Qu’est-ce que ça fait d’obtenir tout ce que vous avez toujours voulu ?


Il y a deux tragédies dans la vie, Oscar Wilde a dit un jour: ne pas obtenir ce que vous voulez et obtenir tout ce que vous voulez. La dernière, déplore-t-il, est bien pire.

je je voulais être écrivain. Je ne sais pas quand ce rêve a commencé, mais pendant très longtemps, j’ai eu envie de m’accomplir dans cette vocation créative dans laquelle très peu de personnes ont la chance de gagner leur vie, encore moins trouver le succès dans.

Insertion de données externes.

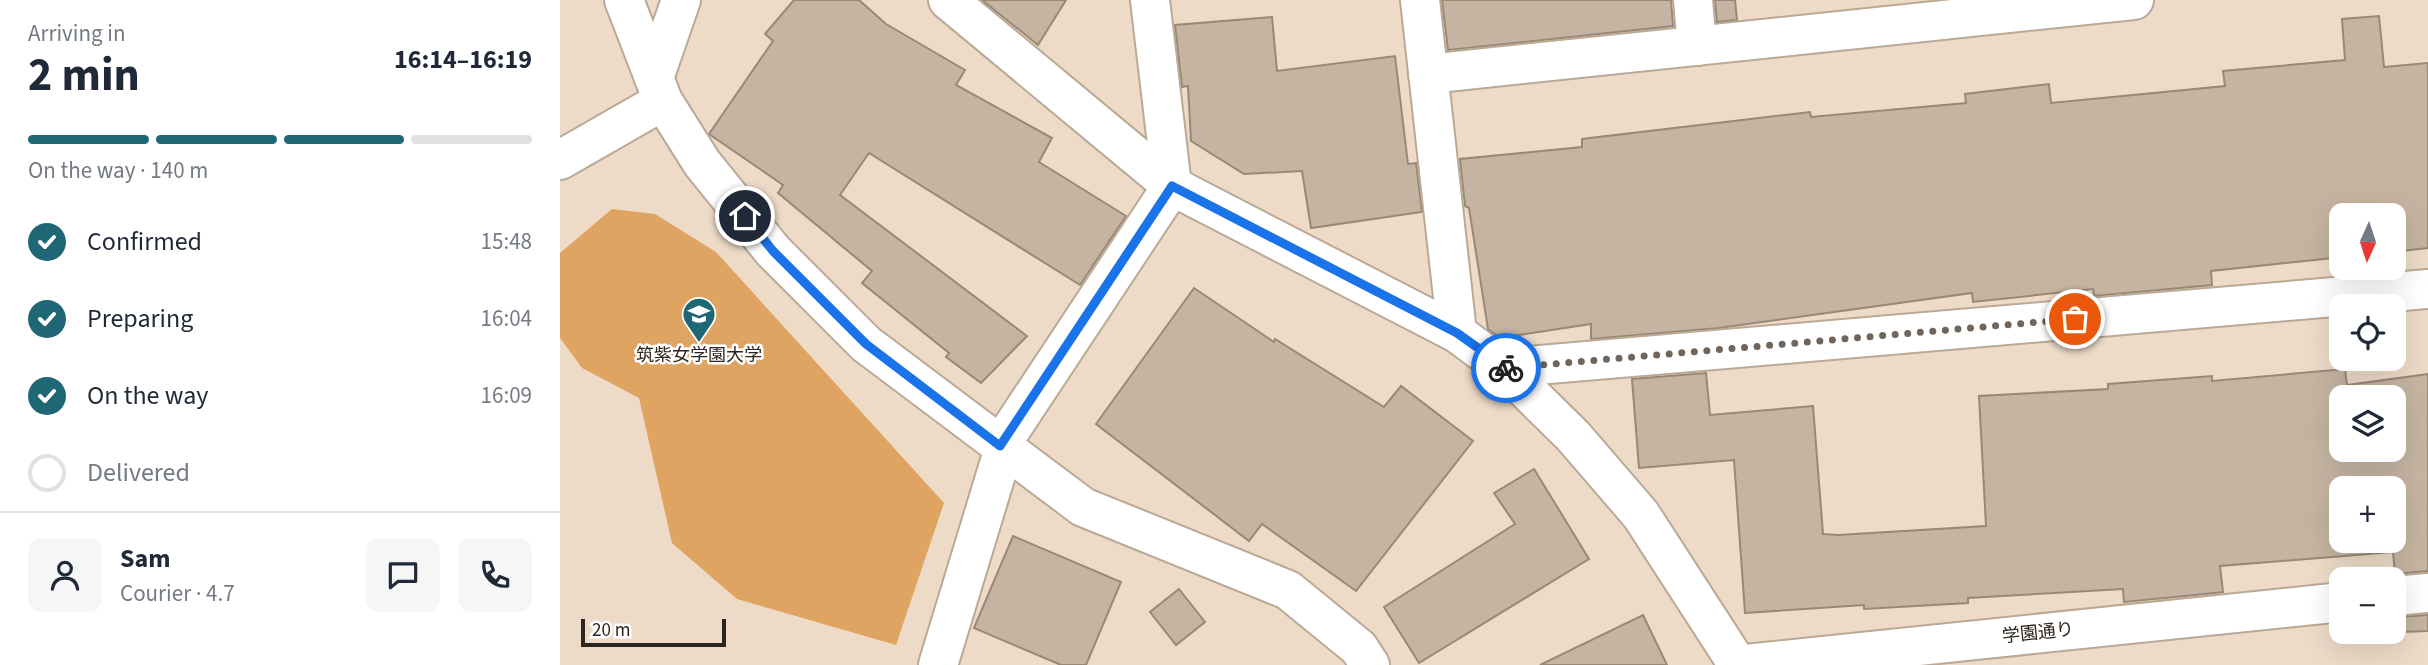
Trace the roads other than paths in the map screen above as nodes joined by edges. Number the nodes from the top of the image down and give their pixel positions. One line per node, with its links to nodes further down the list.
1 (624, 0): 11 (street)
2 (649, 0): 11 (street)
3 (681, 0): 11 (street)
4 (948, 0): 14 (street)
5 (1150, 0): 14 (street)
6 (1420, 0): 12 (street)
7 (1693, 0): 10 (street)
8 (2134, 0): 9 (street)
9 (1951, 10): 10 (street)
10 (1697, 46): 12 (street)
11 (652, 74): 13 (street); 18 (street)
12 (1427, 74): 16 (street)
13 (560, 160)
14 (1172, 186): 16 (street); 18 (street)
15 (2428, 289): 17 (street)
16 (1457, 333): 17 (street)
17 (1504, 368): 24 (street)
18 (1002, 447): 22 (street); 23 (street)
19 (2428, 593): 20 (street)
20 (2406, 595)
21 (2329, 603): 24 (street, 学園通り)
22 (938, 665)
23 (1370, 665)
24 (1737, 665)

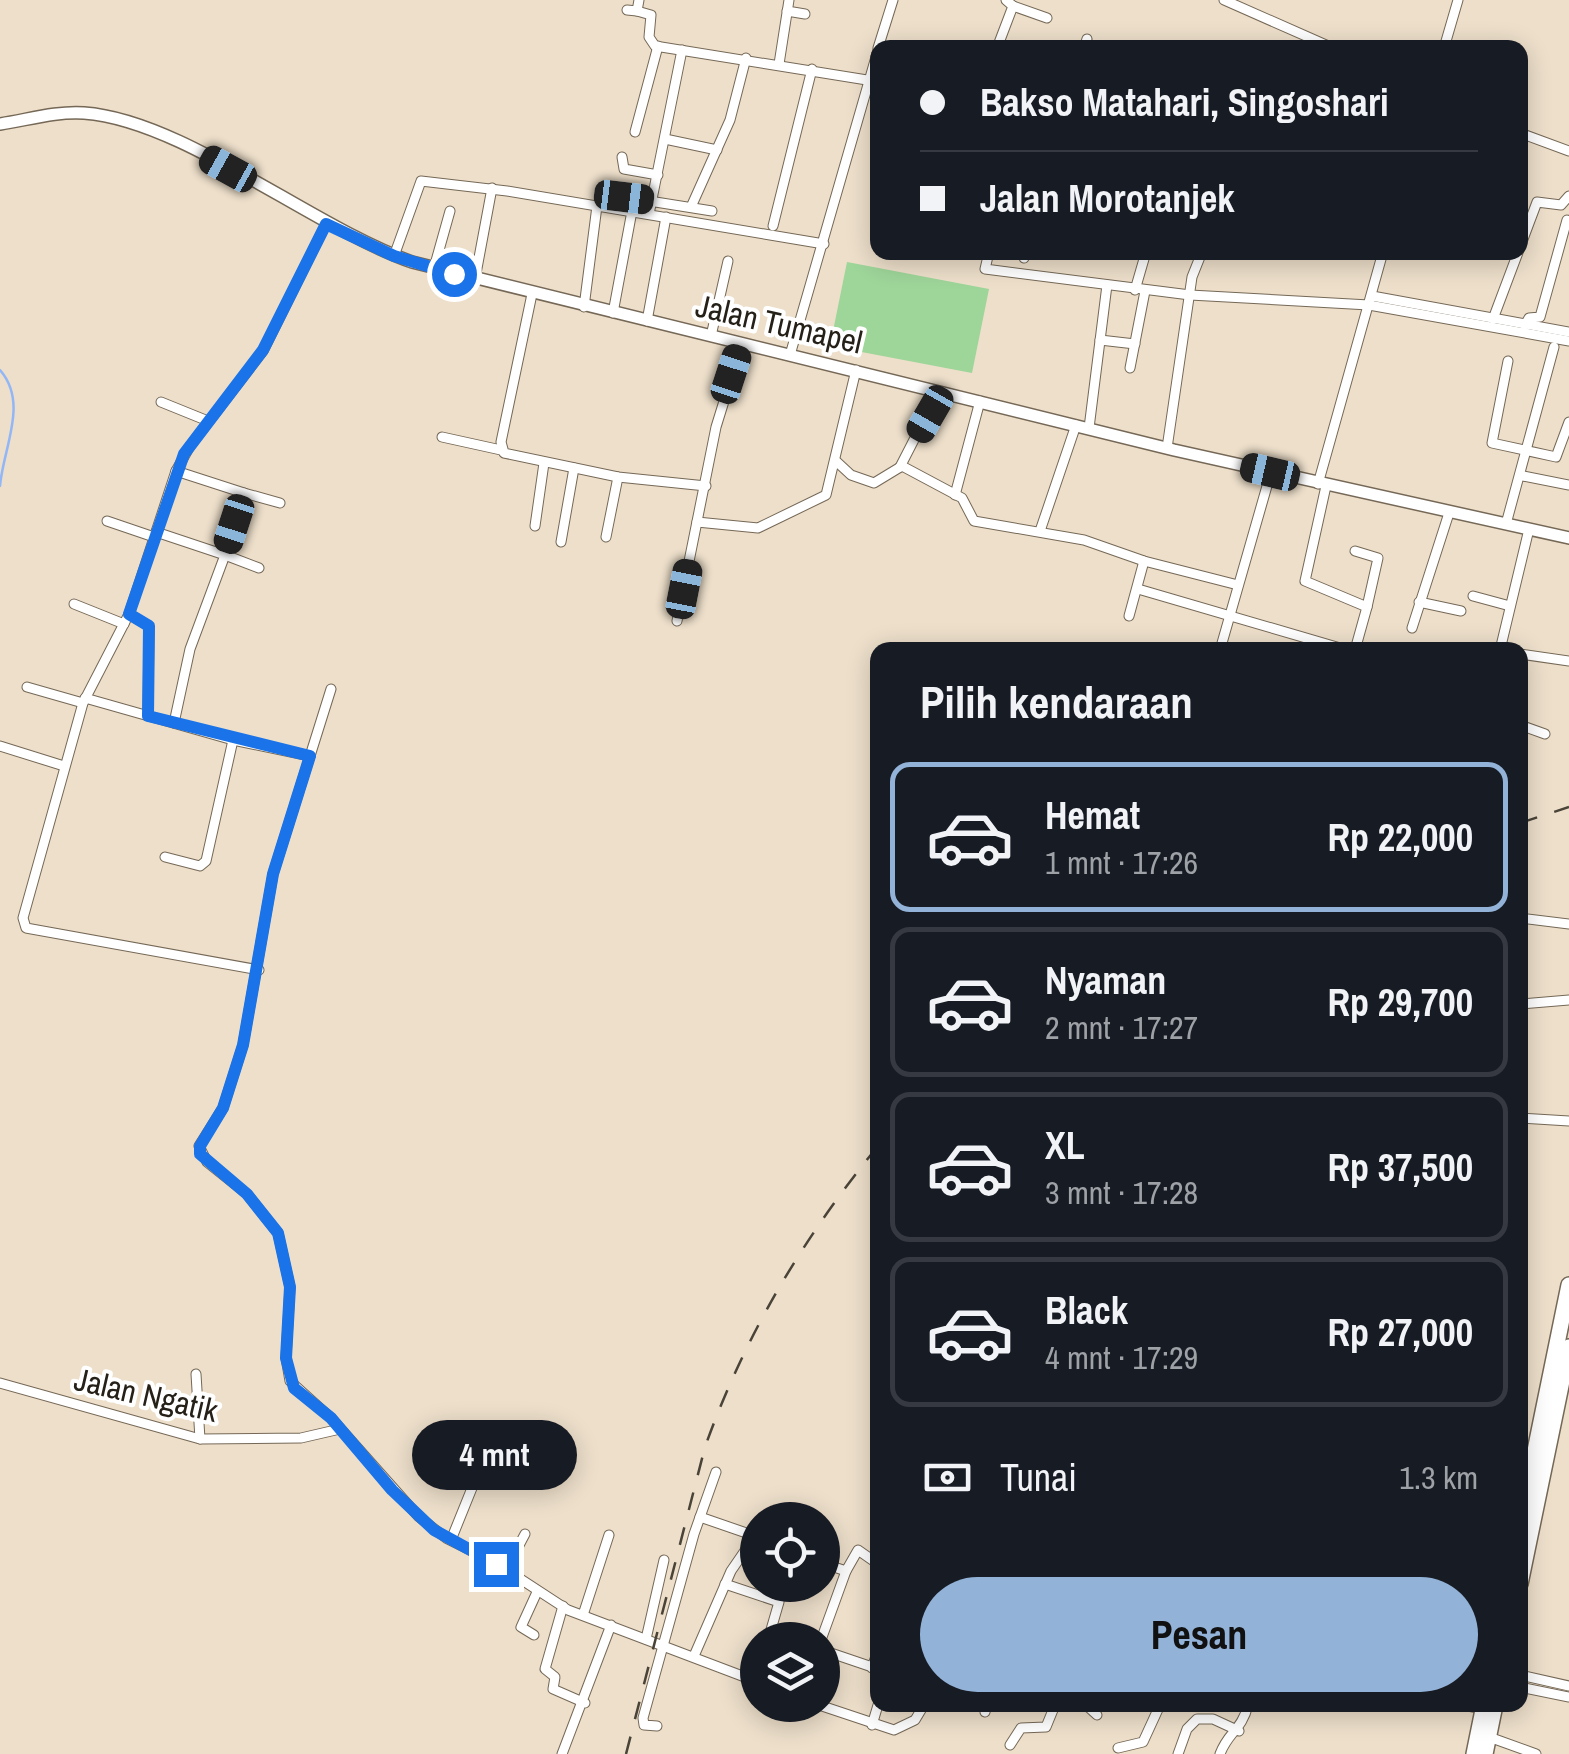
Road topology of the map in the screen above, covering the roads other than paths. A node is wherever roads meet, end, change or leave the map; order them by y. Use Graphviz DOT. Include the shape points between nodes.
graph roads {
  1 [pos="893,0"];
  2 [pos="1224,0"];
  3 [pos="1458,0"];
  4 [pos="1010,3"];
  5 [pos="788,5"];
  6 [pos="634,7"];
  7 [pos="805,14"];
  8 [pos="1047,18"];
  9 [pos="881,40"];
  10 [pos="999,40"];
  11 [pos="1315,40"];
  12 [pos="1446,40"];
  13 [pos="658,46"];
  14 [pos="682,50"];
  15 [pos="746,58"];
  16 [pos="779,64"];
  17 [pos="812,69"];
  18 [pos="870,74"];
  19 [pos="867,80"];
  20 [pos="0,124"];
  21 [pos="636,132"];
  22 [pos="1528,136"];
  23 [pos="665,139"];
  24 [pos="717,150"];
  25 [pos="1569,151"];
  26 [pos="622,157"];
  27 [pos="658,175"];
  28 [pos="492,188"];
  29 [pos="1569,196"];
  30 [pos="624,197"];
  31 [pos="598,206"];
  32 [pos="691,207"];
  33 [pos="650,208"];
  34 [pos="632,211"];
  35 [pos="712,211"];
  36 [pos="450,212"];
  37 [pos="666,216"];
  38 [pos="1567,220"];
  39 [pos="326,224"];
  40 [pos="773,226"];
  41 [pos="1528,226"];
  42 [pos="826,239"];
  43 [pos="394,256"];
  44 [pos="987,260"];
  45 [pos="1144,260"];
  46 [pos="1199,260"];
  47 [pos="1381,260"];
  48 [pos="1515,260"];
  49 [pos="728,261"];
  50 [pos="434,268"];
  51 [pos="475,279"];
  52 [pos="1107,285"];
  53 [pos="1191,285"];
  54 [pos="1139,288"];
  55 [pos="532,294"];
  56 [pos="1370,300"];
  57 [pos="584,306"];
  58 [pos="613,314"];
  59 [pos="1493,318"];
  60 [pos="647,321"];
  61 [pos="1524,328"];
  62 [pos="1569,332"];
  63 [pos="711,336"];
  64 [pos="1100,340"];
  65 [pos="1569,341"];
  66 [pos="742,342"];
  67 [pos="1135,344"];
  68 [pos="1554,347"];
  69 [pos="790,356"];
  70 [pos="1508,361"];
  71 [pos="1130,368"];
  72 [pos="856,370"];
  73 [pos="939,391"];
  74 [pos="980,401"];
  75 [pos="161,402"];
  76 [pos="208,421"];
  77 [pos="1569,422"];
  78 [pos="1082,426"];
  79 [pos="442,437"];
  80 [pos="1167,448"];
  81 [pos="501,450"];
  82 [pos="1529,450"];
  83 [pos="544,462"];
  84 [pos="837,462"];
  85 [pos="900,467"];
  86 [pos="574,468"];
  87 [pos="176,471"];
  88 [pos="1270,472"];
  89 [pos="618,476"];
  90 [pos="1522,476"];
  91 [pos="1322,485"];
  92 [pos="1569,485"];
  93 [pos="706,486"];
  94 [pos="244,493"];
  95 [pos="955,494"];
  96 [pos="280,504"];
  97 [pos="1448,513"];
  98 [pos="108,520"];
  99 [pos="698,522"];
  100 [pos="1506,524"];
  101 [pos="535,526"];
  102 [pos="1529,529"];
  103 [pos="1040,531"];
  104 [pos="155,534"];
  105 [pos="606,538"];
  106 [pos="1569,538"];
  107 [pos="561,542"];
  108 [pos="1354,551"];
  109 [pos="225,555"];
  110 [pos="1144,562"];
  111 [pos="259,568"];
  112 [pos="1238,585"];
  113 [pos="1138,589"];
  114 [pos="1473,596"];
  115 [pos="1419,602"];
  116 [pos="74,604"];
  117 [pos="1510,606"];
  118 [pos="1368,607"];
  119 [pos="1460,611"];
  120 [pos="1130,616"];
  121 [pos="1228,616"];
  122 [pos="127,619"];
  123 [pos="677,622"];
  124 [pos="1412,628"];
  125 [pos="1222,642"];
  126 [pos="1319,642"];
  127 [pos="1357,642"];
  128 [pos="1502,642"];
  129 [pos="1528,655"];
  130 [pos="1569,662"];
  131 [pos="27,688"];
  132 [pos="331,689"];
  133 [pos="84,700"];
  134 [pos="148,716"];
  135 [pos="174,724"];
  136 [pos="1528,728"];
  137 [pos="1545,734"];
  138 [pos="233,740"];
  139 [pos="0,746"];
  140 [pos="310,756"];
  141 [pos="64,766"];
  142 [pos="166,857"];
  143 [pos="1528,919"];
  144 [pos="1569,924"];
  145 [pos="259,970"];
  146 [pos="1569,1000"];
  147 [pos="1528,1003"];
  148 [pos="1528,1119"];
  149 [pos="1569,1122"];
  150 [pos="1569,1285"];
  151 [pos="1569,1348"];
  152 [pos="196,1374"];
  153 [pos="0,1383"];
  154 [pos="340,1428"];
  155 [pos="200,1439"];
  156 [pos="716,1472"];
  157 [pos="1528,1485"];
  158 [pos="472,1488"];
  159 [pos="465,1504"];
  160 [pos="477,1510"];
  161 [pos="700,1517"];
  162 [pos="740,1531"];
  163 [pos="525,1534"];
  164 [pos="609,1534"];
  165 [pos="451,1540"];
  166 [pos="1528,1545"];
  167 [pos="870,1559"];
  168 [pos="664,1560"];
  169 [pos="740,1561"];
  170 [pos="840,1569"];
  171 [pos="506,1570"];
  172 [pos="846,1571"];
  173 [pos="725,1584"];
  174 [pos="537,1592"];
  175 [pos="562,1606"];
  176 [pos="582,1615"];
  177 [pos="773,1622"];
  178 [pos="828,1622"];
  179 [pos="611,1625"];
  180 [pos="534,1635"];
  181 [pos="646,1639"];
  182 [pos="664,1645"];
  183 [pos="694,1656"];
  184 [pos="840,1656"];
  185 [pos="870,1667"];
  186 [pos="740,1675"];
  187 [pos="1528,1682"];
  188 [pos="1528,1683"];
  189 [pos="1569,1686"];
  190 [pos="587,1698"];
  191 [pos="1569,1698"];
  192 [pos="876,1712"];
  193 [pos="920,1712"];
  194 [pos="1053,1712"];
  195 [pos="1094,1712"];
  196 [pos="1157,1712"];
  197 [pos="1246,1712"];
  198 [pos="1487,1712"];
  199 [pos="840,1713"];
  200 [pos="1097,1715"];
  201 [pos="872,1725"];
  202 [pos="657,1726"];
  203 [pos="1239,1731"];
  204 [pos="1484,1742"];
  205 [pos="1010,1745"];
  206 [pos="1118,1748"];
  207 [pos="562,1754"];
  208 [pos="1178,1754"];
  209 [pos="1220,1754"];
  210 [pos="1474,1754"];
  211 [pos="1536,1754"];
  1 -- 9 [label="street"];
  2 -- 11 [label="street"];
  3 -- 12 [label="street"];
  4 -- 8 [label="street"];
  4 -- 10 [label="street"];
  5 -- 7 [label="street"];
  5 -- 16 [label="street"];
  6 -- 13 [label="street" via="651,16 649,37"];
  13 -- 14 [label="street"];
  13 -- 21 [label="street"];
  14 -- 15 [label="street"];
  14 -- 23 [label="street"];
  15 -- 16 [label="street"];
  15 -- 24 [label="street"];
  16 -- 17 [label="street"];
  17 -- 19 [label="street"];
  17 -- 40 [label="street"];
  18 -- 19 [label="street"];
  19 -- 42 [label="street"];
  20 -- 39 [label="street, Jalan Tumapel" via="84,113 180,144"];
  22 -- 25 [label="street"];
  23 -- 24 [label="street"];
  23 -- 27 [label="street"];
  24 -- 32 [label="street"];
  26 -- 27 [label="street" via="624,170"];
  27 -- 33 [label="street"];
  28 -- 31 [label="street"];
  28 -- 43 [label="street" via="421,181"];
  28 -- 51 [label="street"];
  29 -- 41 [label="street" via="1560,206 1537,202"];
  30 -- 33 [label="street"];
  31 -- 34 [label="street"];
  31 -- 57 [label="street"];
  32 -- 33 [label="street"];
  32 -- 35 [label="street"];
  33 -- 34 [label="street"];
  33 -- 37 [label="street"];
  34 -- 58 [label="street"];
  36 -- 50 [label="street"];
  37 -- 42 [label="street"];
  37 -- 60 [label="street"];
  38 -- 61 [label="street" via="1540,317 1529,318"];
  39 -- 43 [label="street, Jalan Tumapel"];
  39 -- 76 [label="street" via="263,350"];
  42 -- 69 [label="street"];
  43 -- 50 [label="street, Jalan Tumapel"];
  44 -- 52 [label="street"];
  45 -- 54 [label="street"];
  46 -- 53 [label="street"];
  47 -- 56 [label="street"];
  48 -- 59 [label="street"];
  49 -- 63 [label="street"];
  50 -- 51 [label="street, Jalan Tumapel"];
  51 -- 55 [label="street, Jalan Tumapel"];
  52 -- 54 [label="street"];
  52 -- 64 [label="street"];
  53 -- 54 [label="street"];
  53 -- 56 [label="street"];
  53 -- 80 [label="street"];
  54 -- 67 [label="street"];
  55 -- 57 [label="street, Jalan Tumapel"];
  55 -- 81 [label="street"];
  56 -- 59 [label="street"];
  56 -- 61 [label="street"];
  56 -- 91 [label="street"];
  57 -- 58 [label="street, Jalan Tumapel"];
  58 -- 60 [label="street, Jalan Tumapel"];
  59 -- 61 [label="street"];
  60 -- 63 [label="street, Jalan Tumapel"];
  61 -- 62 [label="street"];
  61 -- 65 [label="street"];
  63 -- 66 [label="street, Jalan Tumapel"];
  64 -- 67 [label="street"];
  64 -- 78 [label="street"];
  66 -- 69 [label="street, Jalan Tumapel"];
  66 -- 93 [label="street"];
  67 -- 71 [label="street"];
  68 -- 82 [label="street"];
  69 -- 72 [label="street, Jalan Tumapel"];
  70 -- 82 [label="street" via="1492,441"];
  72 -- 73 [label="street, Jalan Tumapel"];
  72 -- 84 [label="street"];
  73 -- 74 [label="street, Jalan Tumapel"];
  73 -- 85 [label="street"];
  74 -- 78 [label="street, Jalan Tumapel"];
  74 -- 95 [label="street"];
  75 -- 76 [label="street"];
  76 -- 87 [label="street"];
  77 -- 82 [label="street" via="1559,456"];
  78 -- 80 [label="street, Jalan Tumapel"];
  78 -- 103 [label="street"];
  79 -- 81 [label="street"];
  80 -- 88 [label="street, Jalan Tumapel"];
  81 -- 83 [label="street"];
  82 -- 90 [label="street"];
  83 -- 86 [label="street"];
  83 -- 101 [label="street"];
  84 -- 85 [label="street" via="874,483"];
  84 -- 99 [label="street" via="826,495 777,522 758,528"];
  85 -- 95 [label="street"];
  86 -- 89 [label="street"];
  86 -- 107 [label="street"];
  87 -- 94 [label="street"];
  87 -- 104 [label="street"];
  88 -- 91 [label="street, Jalan Tumapel"];
  88 -- 112 [label="street"];
  89 -- 93 [label="street"];
  89 -- 105 [label="street"];
  90 -- 92 [label="street"];
  90 -- 100 [label="street"];
  91 -- 97 [label="street, Jalan Tumapel"];
  91 -- 118 [label="street" via="1305,581"];
  93 -- 99 [label="street"];
  94 -- 96 [label="street"];
  94 -- 109 [label="street"];
  95 -- 103 [label="street" via="974,521"];
  97 -- 100 [label="street, Jalan Tumapel"];
  97 -- 115 [label="street"];
  98 -- 104 [label="street"];
  99 -- 123 [label="street"];
  100 -- 102 [label="street, Jalan Tumapel"];
  102 -- 106 [label="street, Jalan Tumapel"];
  102 -- 117 [label="street"];
  103 -- 110 [label="street"];
  104 -- 109 [label="street"];
  104 -- 122 [label="street"];
  108 -- 118 [label="street" via="1379,559"];
  109 -- 111 [label="street"];
  109 -- 135 [label="street" via="190,649"];
  110 -- 112 [label="street"];
  110 -- 113 [label="street"];
  112 -- 121 [label="street"];
  113 -- 120 [label="street"];
  113 -- 121 [label="street"];
  114 -- 117 [label="street"];
  115 -- 119 [label="street"];
  115 -- 124 [label="street"];
  116 -- 122 [label="street"];
  117 -- 128 [label="street"];
  118 -- 127 [label="street"];
  121 -- 125 [label="street"];
  121 -- 126 [label="street"];
  122 -- 133 [label="street"];
  122 -- 134 [label="street" via="149,626"];
  129 -- 130 [label="street"];
  131 -- 133 [label="street"];
  132 -- 140 [label="street"];
  133 -- 134 [label="street"];
  133 -- 141 [label="street"];
  134 -- 135 [label="street"];
  135 -- 138 [label="street"];
  136 -- 137 [label="street"];
  138 -- 140 [label="street"];
  138 -- 142 [label="street" via="206,861 200,866"];
  139 -- 141 [label="street"];
  140 -- 145 [label="street" via="273,874"];
  141 -- 145 [label="street" via="23,918 26,928"];
  143 -- 144 [label="street"];
  145 -- 154 [label="street" via="228,1092 200,1154 247,1194 278,1233 290,1287 290,1381"];
  146 -- 147 [label="street"];
  148 -- 149 [label="street"];
  150 -- 157 [label="highway"];
  151 -- 166 [label="highway"];
  152 -- 155 [label="street"];
  153 -- 155 [label="street, Jalan Ngatik"];
  154 -- 155 [label="street, Jalan Ngatik" via="301,1438"];
  154 -- 165 [label="street" via="392,1490"];
  156 -- 161 [label="street"];
  158 -- 159 [label="street"];
  159 -- 160 [label="street"];
  159 -- 165 [label="street"];
  161 -- 162 [label="street"];
  161 -- 182 [label="street"];
  163 -- 171 [label="street"];
  164 -- 176 [label="street"];
  165 -- 171 [label="street"];
  167 -- 172 [label="street" via="856,1550"];
  168 -- 181 [label="street"];
  169 -- 173 [label="street"];
  170 -- 172 [label="street"];
  171 -- 174 [label="street"];
  172 -- 178 [label="street"];
  173 -- 177 [label="street" via="779,1602"];
  173 -- 183 [label="street"];
  174 -- 175 [label="street"];
  174 -- 180 [label="street" via="520,1627"];
  175 -- 176 [label="street"];
  175 -- 190 [label="street" via="545,1669 555,1677 553,1689"];
  176 -- 179 [label="street"];
  179 -- 181 [label="street"];
  179 -- 190 [label="street"];
  181 -- 182 [label="street"];
  182 -- 183 [label="street"];
  182 -- 202 [label="street" via="642,1718 644,1725"];
  183 -- 186 [label="street"];
  184 -- 185 [label="street"];
  187 -- 189 [label="street"];
  188 -- 191 [label="street"];
  190 -- 207 [label="street"];
  192 -- 201 [label="street"];
  193 -- 201 [label="street" via="902,1729"];
  194 -- 205 [label="street" via="1046,1727 1019,1729"];
  195 -- 200 [label="street"];
  196 -- 206 [label="street" via="1143,1742"];
  197 -- 203 [label="street"];
  198 -- 204 [label="highway"];
  199 -- 201 [label="street"];
  203 -- 208 [label="street" via="1197,1718"];
  203 -- 209 [label="street"];
  204 -- 210 [label="highway"];
  204 -- 211 [label="street"];
}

Bien sûr, comme la plupart des gens, je fantasmais aussi sur ce que ce serait d’avoir de l’argent, ou plus précisément, d’avoir de l’argent. beaucoup de celui-ci. Ce serait cool d’être un peu célèbre aussi, pendant que j’y étais. Être en contact avec ou avoir une influence sur des personnes importantes, être recherché pour des conseils ou des commentaires. Ça aussi, ça doit être génial, non ?

Peut-être qu’outre le véritable amour de l’écriture, c’est ce qui m’a attiré vers le métier d’auteur. C’était une façon d’avoir toutes ces choses. Et en effet, depuis environ un an, il est devenu plus difficile de nier que j’ai accompli la plupart de ces objectifs.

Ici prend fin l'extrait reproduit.